* [Task description]:
Transcribe each line of the material exactly as it stands.

* [Study material]:
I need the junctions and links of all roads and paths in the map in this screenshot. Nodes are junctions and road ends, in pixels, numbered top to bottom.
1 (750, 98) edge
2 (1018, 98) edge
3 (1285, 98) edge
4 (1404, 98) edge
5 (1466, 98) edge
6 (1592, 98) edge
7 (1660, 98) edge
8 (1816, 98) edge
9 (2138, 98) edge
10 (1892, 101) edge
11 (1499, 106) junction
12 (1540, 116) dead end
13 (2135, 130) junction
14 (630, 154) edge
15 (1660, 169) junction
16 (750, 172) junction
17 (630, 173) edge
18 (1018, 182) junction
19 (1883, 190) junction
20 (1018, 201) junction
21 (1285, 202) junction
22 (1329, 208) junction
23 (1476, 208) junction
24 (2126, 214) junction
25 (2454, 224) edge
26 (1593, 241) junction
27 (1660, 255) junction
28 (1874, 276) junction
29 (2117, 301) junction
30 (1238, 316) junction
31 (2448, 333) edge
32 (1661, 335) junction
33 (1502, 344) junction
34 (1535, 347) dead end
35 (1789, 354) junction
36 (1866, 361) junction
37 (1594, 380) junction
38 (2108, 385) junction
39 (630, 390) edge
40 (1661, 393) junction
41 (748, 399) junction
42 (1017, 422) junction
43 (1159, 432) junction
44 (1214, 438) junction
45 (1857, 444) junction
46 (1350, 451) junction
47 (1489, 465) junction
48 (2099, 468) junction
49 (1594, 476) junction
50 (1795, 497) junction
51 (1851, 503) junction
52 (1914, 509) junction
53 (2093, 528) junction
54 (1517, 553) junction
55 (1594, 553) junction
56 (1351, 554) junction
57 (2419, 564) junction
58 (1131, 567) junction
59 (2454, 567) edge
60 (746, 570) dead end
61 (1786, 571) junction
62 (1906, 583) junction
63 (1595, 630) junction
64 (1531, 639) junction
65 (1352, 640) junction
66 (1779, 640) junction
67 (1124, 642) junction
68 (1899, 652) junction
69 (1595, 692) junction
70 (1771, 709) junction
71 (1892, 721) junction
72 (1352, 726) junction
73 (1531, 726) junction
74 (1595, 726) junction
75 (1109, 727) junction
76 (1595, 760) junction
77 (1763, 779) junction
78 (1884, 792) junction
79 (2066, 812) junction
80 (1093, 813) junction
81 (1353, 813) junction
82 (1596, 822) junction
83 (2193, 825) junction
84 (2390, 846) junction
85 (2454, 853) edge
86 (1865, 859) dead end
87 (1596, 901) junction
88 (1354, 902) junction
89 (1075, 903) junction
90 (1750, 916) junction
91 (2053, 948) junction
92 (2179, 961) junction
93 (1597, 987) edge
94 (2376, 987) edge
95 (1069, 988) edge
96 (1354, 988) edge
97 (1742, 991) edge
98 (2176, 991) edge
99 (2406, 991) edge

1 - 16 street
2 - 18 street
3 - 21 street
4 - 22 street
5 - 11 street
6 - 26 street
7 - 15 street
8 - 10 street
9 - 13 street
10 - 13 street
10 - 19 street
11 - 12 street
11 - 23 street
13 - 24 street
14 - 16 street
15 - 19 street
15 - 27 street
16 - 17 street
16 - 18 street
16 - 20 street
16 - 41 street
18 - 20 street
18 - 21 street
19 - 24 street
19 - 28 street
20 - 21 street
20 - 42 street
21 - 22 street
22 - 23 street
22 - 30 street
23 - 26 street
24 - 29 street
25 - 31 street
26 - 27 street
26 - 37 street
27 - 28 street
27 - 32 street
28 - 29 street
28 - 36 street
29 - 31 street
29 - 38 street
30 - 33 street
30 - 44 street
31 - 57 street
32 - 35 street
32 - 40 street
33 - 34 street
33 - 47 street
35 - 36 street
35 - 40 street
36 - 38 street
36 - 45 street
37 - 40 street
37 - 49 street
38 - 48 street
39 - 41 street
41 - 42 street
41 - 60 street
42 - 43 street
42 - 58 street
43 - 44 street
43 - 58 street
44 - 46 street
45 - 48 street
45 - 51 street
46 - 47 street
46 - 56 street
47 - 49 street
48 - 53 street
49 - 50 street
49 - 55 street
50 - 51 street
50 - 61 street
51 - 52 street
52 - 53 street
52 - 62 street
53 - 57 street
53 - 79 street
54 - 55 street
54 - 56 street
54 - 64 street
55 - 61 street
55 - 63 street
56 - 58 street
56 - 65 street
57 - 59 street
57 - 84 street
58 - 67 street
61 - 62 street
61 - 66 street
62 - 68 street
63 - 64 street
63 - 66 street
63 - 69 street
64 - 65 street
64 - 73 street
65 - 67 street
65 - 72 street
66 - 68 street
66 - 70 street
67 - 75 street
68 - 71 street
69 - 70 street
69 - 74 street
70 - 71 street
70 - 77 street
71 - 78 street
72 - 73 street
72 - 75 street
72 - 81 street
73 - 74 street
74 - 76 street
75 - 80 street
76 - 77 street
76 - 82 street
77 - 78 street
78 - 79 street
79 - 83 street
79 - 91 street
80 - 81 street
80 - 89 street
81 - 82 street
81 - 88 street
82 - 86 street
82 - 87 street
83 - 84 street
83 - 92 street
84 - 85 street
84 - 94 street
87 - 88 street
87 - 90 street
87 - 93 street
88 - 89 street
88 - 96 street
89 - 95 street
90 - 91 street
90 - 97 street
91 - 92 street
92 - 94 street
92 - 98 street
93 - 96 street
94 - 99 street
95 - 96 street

* [Task answer]:
I need the junctions and links of all roads and paths in the map in this screenshot. Nodes are junctions and road ends, in pixels, numbered top to bottom.
1 (750, 98) edge
2 (1018, 98) edge
3 (1285, 98) edge
4 (1404, 98) edge
5 (1466, 98) edge
6 (1592, 98) edge
7 (1660, 98) edge
8 (1816, 98) edge
9 (2138, 98) edge
10 (1892, 101) edge
11 (1499, 106) junction
12 (1540, 116) dead end
13 (2135, 130) junction
14 (630, 154) edge
15 (1660, 169) junction
16 (750, 172) junction
17 (630, 173) edge
18 (1018, 182) junction
19 (1883, 190) junction
20 (1018, 201) junction
21 (1285, 202) junction
22 (1329, 208) junction
23 (1476, 208) junction
24 (2126, 214) junction
25 (2454, 224) edge
26 (1593, 241) junction
27 (1660, 255) junction
28 (1874, 276) junction
29 (2117, 301) junction
30 (1238, 316) junction
31 (2448, 333) edge
32 (1661, 335) junction
33 (1502, 344) junction
34 (1535, 347) dead end
35 (1789, 354) junction
36 (1866, 361) junction
37 (1594, 380) junction
38 (2108, 385) junction
39 (630, 390) edge
40 (1661, 393) junction
41 (748, 399) junction
42 (1017, 422) junction
43 (1159, 432) junction
44 (1214, 438) junction
45 (1857, 444) junction
46 (1350, 451) junction
47 (1489, 465) junction
48 (2099, 468) junction
49 (1594, 476) junction
50 (1795, 497) junction
51 (1851, 503) junction
52 (1914, 509) junction
53 (2093, 528) junction
54 (1517, 553) junction
55 (1594, 553) junction
56 (1351, 554) junction
57 (2419, 564) junction
58 (1131, 567) junction
59 (2454, 567) edge
60 (746, 570) dead end
61 (1786, 571) junction
62 (1906, 583) junction
63 (1595, 630) junction
64 (1531, 639) junction
65 (1352, 640) junction
66 (1779, 640) junction
67 (1124, 642) junction
68 (1899, 652) junction
69 (1595, 692) junction
70 (1771, 709) junction
71 (1892, 721) junction
72 (1352, 726) junction
73 (1531, 726) junction
74 (1595, 726) junction
75 (1109, 727) junction
76 (1595, 760) junction
77 (1763, 779) junction
78 (1884, 792) junction
79 (2066, 812) junction
80 (1093, 813) junction
81 (1353, 813) junction
82 (1596, 822) junction
83 (2193, 825) junction
84 (2390, 846) junction
85 (2454, 853) edge
86 (1865, 859) dead end
87 (1596, 901) junction
88 (1354, 902) junction
89 (1075, 903) junction
90 (1750, 916) junction
91 (2053, 948) junction
92 (2179, 961) junction
93 (1597, 987) edge
94 (2376, 987) edge
95 (1069, 988) edge
96 (1354, 988) edge
97 (1742, 991) edge
98 (2176, 991) edge
99 (2406, 991) edge

1 - 16 street
2 - 18 street
3 - 21 street
4 - 22 street
5 - 11 street
6 - 26 street
7 - 15 street
8 - 10 street
9 - 13 street
10 - 13 street
10 - 19 street
11 - 12 street
11 - 23 street
13 - 24 street
14 - 16 street
15 - 19 street
15 - 27 street
16 - 17 street
16 - 18 street
16 - 20 street
16 - 41 street
18 - 20 street
18 - 21 street
19 - 24 street
19 - 28 street
20 - 21 street
20 - 42 street
21 - 22 street
22 - 23 street
22 - 30 street
23 - 26 street
24 - 29 street
25 - 31 street
26 - 27 street
26 - 37 street
27 - 28 street
27 - 32 street
28 - 29 street
28 - 36 street
29 - 31 street
29 - 38 street
30 - 33 street
30 - 44 street
31 - 57 street
32 - 35 street
32 - 40 street
33 - 34 street
33 - 47 street
35 - 36 street
35 - 40 street
36 - 38 street
36 - 45 street
37 - 40 street
37 - 49 street
38 - 48 street
39 - 41 street
41 - 42 street
41 - 60 street
42 - 43 street
42 - 58 street
43 - 44 street
43 - 58 street
44 - 46 street
45 - 48 street
45 - 51 street
46 - 47 street
46 - 56 street
47 - 49 street
48 - 53 street
49 - 50 street
49 - 55 street
50 - 51 street
50 - 61 street
51 - 52 street
52 - 53 street
52 - 62 street
53 - 57 street
53 - 79 street
54 - 55 street
54 - 56 street
54 - 64 street
55 - 61 street
55 - 63 street
56 - 58 street
56 - 65 street
57 - 59 street
57 - 84 street
58 - 67 street
61 - 62 street
61 - 66 street
62 - 68 street
63 - 64 street
63 - 66 street
63 - 69 street
64 - 65 street
64 - 73 street
65 - 67 street
65 - 72 street
66 - 68 street
66 - 70 street
67 - 75 street
68 - 71 street
69 - 70 street
69 - 74 street
70 - 71 street
70 - 77 street
71 - 78 street
72 - 73 street
72 - 75 street
72 - 81 street
73 - 74 street
74 - 76 street
75 - 80 street
76 - 77 street
76 - 82 street
77 - 78 street
78 - 79 street
79 - 83 street
79 - 91 street
80 - 81 street
80 - 89 street
81 - 82 street
81 - 88 street
82 - 86 street
82 - 87 street
83 - 84 street
83 - 92 street
84 - 85 street
84 - 94 street
87 - 88 street
87 - 90 street
87 - 93 street
88 - 89 street
88 - 96 street
89 - 95 street
90 - 91 street
90 - 97 street
91 - 92 street
92 - 94 street
92 - 98 street
93 - 96 street
94 - 99 street
95 - 96 street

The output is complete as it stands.